Loading ...
Sorry, an error occurred while loading the content.

Re: JSON and the Unicode Standard

Expand Messages
  • johne_ganz
    ... True. It would seem, at least to me, that this is one of those nuanced points that either a) Has not been given the proper consideration by Unicode
    Message 1 of 35 , Feb 25, 2011
      --- In json@yahoogroups.com, Tatu Saloranta <tsaloranta@...> wrote:
      > On Fri, Feb 25, 2011 at 3:09 PM, johne_ganz <john.engelhart@...> wrote:
      > ...
      > > Unicode is not just a simple set of code points.
      > This is true statement, although the more practical question seems to
      > be what is the practical relationship of JSON with Unicode
      > specification.

      True. It would seem, at least to me, that this is one of those nuanced points that either

      a) Has not been given the proper consideration by Unicode (ostensibly) experts.
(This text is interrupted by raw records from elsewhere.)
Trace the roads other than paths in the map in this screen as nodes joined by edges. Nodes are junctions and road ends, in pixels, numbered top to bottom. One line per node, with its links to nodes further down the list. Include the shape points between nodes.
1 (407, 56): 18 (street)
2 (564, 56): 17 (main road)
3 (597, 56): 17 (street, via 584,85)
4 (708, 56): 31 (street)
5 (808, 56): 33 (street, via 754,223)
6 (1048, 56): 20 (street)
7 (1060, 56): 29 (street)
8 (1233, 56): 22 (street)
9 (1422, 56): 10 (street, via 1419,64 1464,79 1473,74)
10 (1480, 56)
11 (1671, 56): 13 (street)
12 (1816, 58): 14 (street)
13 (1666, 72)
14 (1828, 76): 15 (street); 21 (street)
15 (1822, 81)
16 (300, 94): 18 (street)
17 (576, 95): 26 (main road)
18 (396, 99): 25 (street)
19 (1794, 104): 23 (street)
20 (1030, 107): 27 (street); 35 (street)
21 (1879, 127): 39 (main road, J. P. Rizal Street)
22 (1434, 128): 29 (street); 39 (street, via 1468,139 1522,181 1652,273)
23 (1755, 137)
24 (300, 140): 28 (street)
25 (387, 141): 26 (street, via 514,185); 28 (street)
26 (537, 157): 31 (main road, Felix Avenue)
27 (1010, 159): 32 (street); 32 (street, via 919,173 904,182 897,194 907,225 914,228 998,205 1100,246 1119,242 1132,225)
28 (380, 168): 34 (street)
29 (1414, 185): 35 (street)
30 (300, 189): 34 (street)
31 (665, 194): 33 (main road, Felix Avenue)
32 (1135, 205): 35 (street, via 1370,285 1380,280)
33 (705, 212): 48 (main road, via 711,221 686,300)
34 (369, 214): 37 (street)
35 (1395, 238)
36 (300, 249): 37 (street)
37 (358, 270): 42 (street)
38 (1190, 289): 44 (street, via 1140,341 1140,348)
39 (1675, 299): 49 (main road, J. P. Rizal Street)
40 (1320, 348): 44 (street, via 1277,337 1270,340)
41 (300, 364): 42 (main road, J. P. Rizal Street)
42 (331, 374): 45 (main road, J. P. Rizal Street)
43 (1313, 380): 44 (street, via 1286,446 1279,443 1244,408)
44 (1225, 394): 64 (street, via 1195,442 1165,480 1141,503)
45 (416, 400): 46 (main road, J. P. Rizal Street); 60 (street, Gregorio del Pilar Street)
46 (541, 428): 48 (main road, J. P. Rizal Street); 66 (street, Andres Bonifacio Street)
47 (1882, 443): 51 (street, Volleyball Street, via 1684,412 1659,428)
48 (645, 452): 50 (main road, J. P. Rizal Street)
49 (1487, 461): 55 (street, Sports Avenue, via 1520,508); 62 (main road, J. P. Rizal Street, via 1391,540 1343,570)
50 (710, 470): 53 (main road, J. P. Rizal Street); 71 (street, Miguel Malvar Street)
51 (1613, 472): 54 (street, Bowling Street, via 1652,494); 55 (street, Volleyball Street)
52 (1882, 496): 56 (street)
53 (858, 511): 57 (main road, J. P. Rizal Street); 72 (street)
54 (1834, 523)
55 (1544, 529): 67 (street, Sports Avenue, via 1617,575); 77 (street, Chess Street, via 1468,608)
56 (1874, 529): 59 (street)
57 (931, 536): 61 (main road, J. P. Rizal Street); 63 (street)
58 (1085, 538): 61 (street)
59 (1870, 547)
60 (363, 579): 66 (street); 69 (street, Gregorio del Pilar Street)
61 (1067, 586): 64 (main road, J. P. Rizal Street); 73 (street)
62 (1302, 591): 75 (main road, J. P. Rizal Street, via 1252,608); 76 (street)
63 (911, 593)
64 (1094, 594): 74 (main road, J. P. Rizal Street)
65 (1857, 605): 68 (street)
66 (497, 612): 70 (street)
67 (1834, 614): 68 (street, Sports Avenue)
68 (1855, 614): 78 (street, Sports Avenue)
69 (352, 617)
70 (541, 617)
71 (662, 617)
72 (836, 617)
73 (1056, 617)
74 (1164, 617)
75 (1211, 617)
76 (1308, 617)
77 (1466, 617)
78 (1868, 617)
      b) The Unicode standard has evolved in such a way since the publication of RFC 4627 that it may require revisiting the issue.

      > I think your suggestions for clarifying some parts do make sense,
      > although it may be hard to reconcile basic diffences between full
      > Unicode support, and goals of simplicity for JSON.

      I'm all for simplicity, and for a "less is more" philosophy. Unfortunately, RFC 4627 allows for two strictly RFC 4627 compliant implementations to "generate" wildly different results (were "generate" here means the JSON is parsed and interpreted in such a way that the two implementations have what reasonable people would consider "very different semantics").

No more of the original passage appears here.